***** Extracted information *****

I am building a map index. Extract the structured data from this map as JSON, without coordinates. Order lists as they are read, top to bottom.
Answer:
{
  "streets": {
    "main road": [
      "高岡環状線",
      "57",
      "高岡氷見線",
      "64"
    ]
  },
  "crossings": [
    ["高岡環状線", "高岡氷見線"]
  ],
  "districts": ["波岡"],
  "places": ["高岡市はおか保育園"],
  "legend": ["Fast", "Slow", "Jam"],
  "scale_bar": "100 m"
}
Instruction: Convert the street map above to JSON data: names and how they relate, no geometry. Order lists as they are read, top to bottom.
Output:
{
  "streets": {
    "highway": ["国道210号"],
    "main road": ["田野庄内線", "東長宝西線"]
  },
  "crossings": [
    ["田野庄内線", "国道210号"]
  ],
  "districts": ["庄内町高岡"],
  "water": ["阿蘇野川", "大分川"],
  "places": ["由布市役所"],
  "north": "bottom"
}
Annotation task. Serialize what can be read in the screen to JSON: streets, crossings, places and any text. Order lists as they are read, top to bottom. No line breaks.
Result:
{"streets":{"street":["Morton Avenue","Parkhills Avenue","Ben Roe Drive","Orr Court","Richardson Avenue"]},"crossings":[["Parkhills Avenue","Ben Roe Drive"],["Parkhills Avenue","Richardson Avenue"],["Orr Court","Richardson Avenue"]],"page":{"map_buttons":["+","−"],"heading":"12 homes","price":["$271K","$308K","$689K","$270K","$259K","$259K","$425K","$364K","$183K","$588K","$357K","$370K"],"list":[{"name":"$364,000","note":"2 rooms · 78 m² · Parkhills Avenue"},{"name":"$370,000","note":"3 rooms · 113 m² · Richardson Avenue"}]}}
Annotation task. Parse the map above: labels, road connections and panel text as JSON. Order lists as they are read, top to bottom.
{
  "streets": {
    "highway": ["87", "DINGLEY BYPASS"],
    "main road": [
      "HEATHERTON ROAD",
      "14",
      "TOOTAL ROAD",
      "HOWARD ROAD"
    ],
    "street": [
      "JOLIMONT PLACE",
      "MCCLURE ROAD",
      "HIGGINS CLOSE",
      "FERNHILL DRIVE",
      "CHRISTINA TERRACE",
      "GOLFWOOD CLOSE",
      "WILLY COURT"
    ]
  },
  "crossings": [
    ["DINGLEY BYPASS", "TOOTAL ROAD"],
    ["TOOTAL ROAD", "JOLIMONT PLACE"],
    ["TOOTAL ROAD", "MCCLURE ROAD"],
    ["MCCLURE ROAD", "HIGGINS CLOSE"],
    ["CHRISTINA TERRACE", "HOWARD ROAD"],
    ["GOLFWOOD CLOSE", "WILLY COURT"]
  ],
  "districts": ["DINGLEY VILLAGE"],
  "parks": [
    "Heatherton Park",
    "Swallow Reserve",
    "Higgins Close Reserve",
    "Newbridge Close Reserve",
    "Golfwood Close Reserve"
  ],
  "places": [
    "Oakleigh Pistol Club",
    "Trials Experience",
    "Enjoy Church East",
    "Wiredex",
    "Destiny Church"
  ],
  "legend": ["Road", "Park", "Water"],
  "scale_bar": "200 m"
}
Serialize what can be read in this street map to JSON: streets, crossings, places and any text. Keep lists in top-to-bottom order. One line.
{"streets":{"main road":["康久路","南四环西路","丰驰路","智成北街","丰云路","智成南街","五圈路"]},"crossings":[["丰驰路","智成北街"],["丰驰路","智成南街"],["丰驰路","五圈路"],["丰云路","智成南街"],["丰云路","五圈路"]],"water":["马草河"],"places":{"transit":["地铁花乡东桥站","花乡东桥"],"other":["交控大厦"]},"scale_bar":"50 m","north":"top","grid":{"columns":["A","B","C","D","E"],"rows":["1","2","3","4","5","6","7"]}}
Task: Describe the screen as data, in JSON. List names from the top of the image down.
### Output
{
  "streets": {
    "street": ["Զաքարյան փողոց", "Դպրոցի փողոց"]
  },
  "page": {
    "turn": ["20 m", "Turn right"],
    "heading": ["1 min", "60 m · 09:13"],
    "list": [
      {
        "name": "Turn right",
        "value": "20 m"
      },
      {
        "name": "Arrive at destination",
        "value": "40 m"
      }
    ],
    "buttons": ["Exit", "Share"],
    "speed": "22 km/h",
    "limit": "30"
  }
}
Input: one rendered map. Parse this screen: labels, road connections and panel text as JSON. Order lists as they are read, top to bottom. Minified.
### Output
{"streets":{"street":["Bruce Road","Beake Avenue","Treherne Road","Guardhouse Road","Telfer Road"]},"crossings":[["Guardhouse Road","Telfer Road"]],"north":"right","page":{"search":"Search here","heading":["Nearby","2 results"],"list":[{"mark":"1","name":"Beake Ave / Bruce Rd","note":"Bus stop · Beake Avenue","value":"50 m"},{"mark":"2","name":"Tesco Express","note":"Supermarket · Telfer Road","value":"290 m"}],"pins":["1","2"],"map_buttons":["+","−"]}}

*****

== Your instructions ==
Restate each line above word for word.

== Answer box ==
I am building a map index. Extract the structured data from this map as JSON, without coordinates. Order lists as they are read, top to bottom.
Answer:
{
  "streets": {
    "main road": [
      "高岡環状線",
      "57",
      "高岡氷見線",
      "64"
    ]
  },
  "crossings": [
    ["高岡環状線", "高岡氷見線"]
  ],
  "districts": ["波岡"],
  "places": ["高岡市はおか保育園"],
  "legend": ["Fast", "Slow", "Jam"],
  "scale_bar": "100 m"
}
Instruction: Convert the street map above to JSON data: names and how they relate, no geometry. Order lists as they are read, top to bottom.
Output:
{
  "streets": {
    "highway": ["国道210号"],
    "main road": ["田野庄内線", "東長宝西線"]
  },
  "crossings": [
    ["田野庄内線", "国道210号"]
  ],
  "districts": ["庄内町高岡"],
  "water": ["阿蘇野川", "大分川"],
  "places": ["由布市役所"],
  "north": "bottom"
}
Annotation task. Serialize what can be read in the screen to JSON: streets, crossings, places and any text. Order lists as they are read, top to bottom. No line breaks.
Result:
{"streets":{"street":["Morton Avenue","Parkhills Avenue","Ben Roe Drive","Orr Court","Richardson Avenue"]},"crossings":[["Parkhills Avenue","Ben Roe Drive"],["Parkhills Avenue","Richardson Avenue"],["Orr Court","Richardson Avenue"]],"page":{"map_buttons":["+","−"],"heading":"12 homes","price":["$271K","$308K","$689K","$270K","$259K","$259K","$425K","$364K","$183K","$588K","$357K","$370K"],"list":[{"name":"$364,000","note":"2 rooms · 78 m² · Parkhills Avenue"},{"name":"$370,000","note":"3 rooms · 113 m² · Richardson Avenue"}]}}
Annotation task. Parse the map above: labels, road connections and panel text as JSON. Order lists as they are read, top to bottom.
{
  "streets": {
    "highway": ["87", "DINGLEY BYPASS"],
    "main road": [
      "HEATHERTON ROAD",
      "14",
      "TOOTAL ROAD",
      "HOWARD ROAD"
    ],
    "street": [
      "JOLIMONT PLACE",
      "MCCLURE ROAD",
      "HIGGINS CLOSE",
      "FERNHILL DRIVE",
      "CHRISTINA TERRACE",
      "GOLFWOOD CLOSE",
      "WILLY COURT"
    ]
  },
  "crossings": [
    ["DINGLEY BYPASS", "TOOTAL ROAD"],
    ["TOOTAL ROAD", "JOLIMONT PLACE"],
    ["TOOTAL ROAD", "MCCLURE ROAD"],
    ["MCCLURE ROAD", "HIGGINS CLOSE"],
    ["CHRISTINA TERRACE", "HOWARD ROAD"],
    ["GOLFWOOD CLOSE", "WILLY COURT"]
  ],
  "districts": ["DINGLEY VILLAGE"],
  "parks": [
    "Heatherton Park",
    "Swallow Reserve",
    "Higgins Close Reserve",
    "Newbridge Close Reserve",
    "Golfwood Close Reserve"
  ],
  "places": [
    "Oakleigh Pistol Club",
    "Trials Experience",
    "Enjoy Church East",
    "Wiredex",
    "Destiny Church"
  ],
  "legend": ["Road", "Park", "Water"],
  "scale_bar": "200 m"
}
Serialize what can be read in this street map to JSON: streets, crossings, places and any text. Keep lists in top-to-bottom order. One line.
{"streets":{"main road":["康久路","南四环西路","丰驰路","智成北街","丰云路","智成南街","五圈路"]},"crossings":[["丰驰路","智成北街"],["丰驰路","智成南街"],["丰驰路","五圈路"],["丰云路","智成南街"],["丰云路","五圈路"]],"water":["马草河"],"places":{"transit":["地铁花乡东桥站","花乡东桥"],"other":["交控大厦"]},"scale_bar":"50 m","north":"top","grid":{"columns":["A","B","C","D","E"],"rows":["1","2","3","4","5","6","7"]}}
Task: Describe the screen as data, in JSON. List names from the top of the image down.
### Output
{
  "streets": {
    "street": ["Զաքարյան փողոց", "Դպրոցի փողոց"]
  },
  "page": {
    "turn": ["20 m", "Turn right"],
    "heading": ["1 min", "60 m · 09:13"],
    "list": [
      {
        "name": "Turn right",
        "value": "20 m"
      },
      {
        "name": "Arrive at destination",
        "value": "40 m"
      }
    ],
    "buttons": ["Exit", "Share"],
    "speed": "22 km/h",
    "limit": "30"
  }
}
Input: one rendered map. Parse this screen: labels, road connections and panel text as JSON. Order lists as they are read, top to bottom. Minified.
### Output
{"streets":{"street":["Bruce Road","Beake Avenue","Treherne Road","Guardhouse Road","Telfer Road"]},"crossings":[["Guardhouse Road","Telfer Road"]],"north":"right","page":{"search":"Search here","heading":["Nearby","2 results"],"list":[{"mark":"1","name":"Beake Ave / Bruce Rd","note":"Bus stop · Beake Avenue","value":"50 m"},{"mark":"2","name":"Tesco Express","note":"Supermarket · Telfer Road","value":"290 m"}],"pins":["1","2"],"map_buttons":["+","−"]}}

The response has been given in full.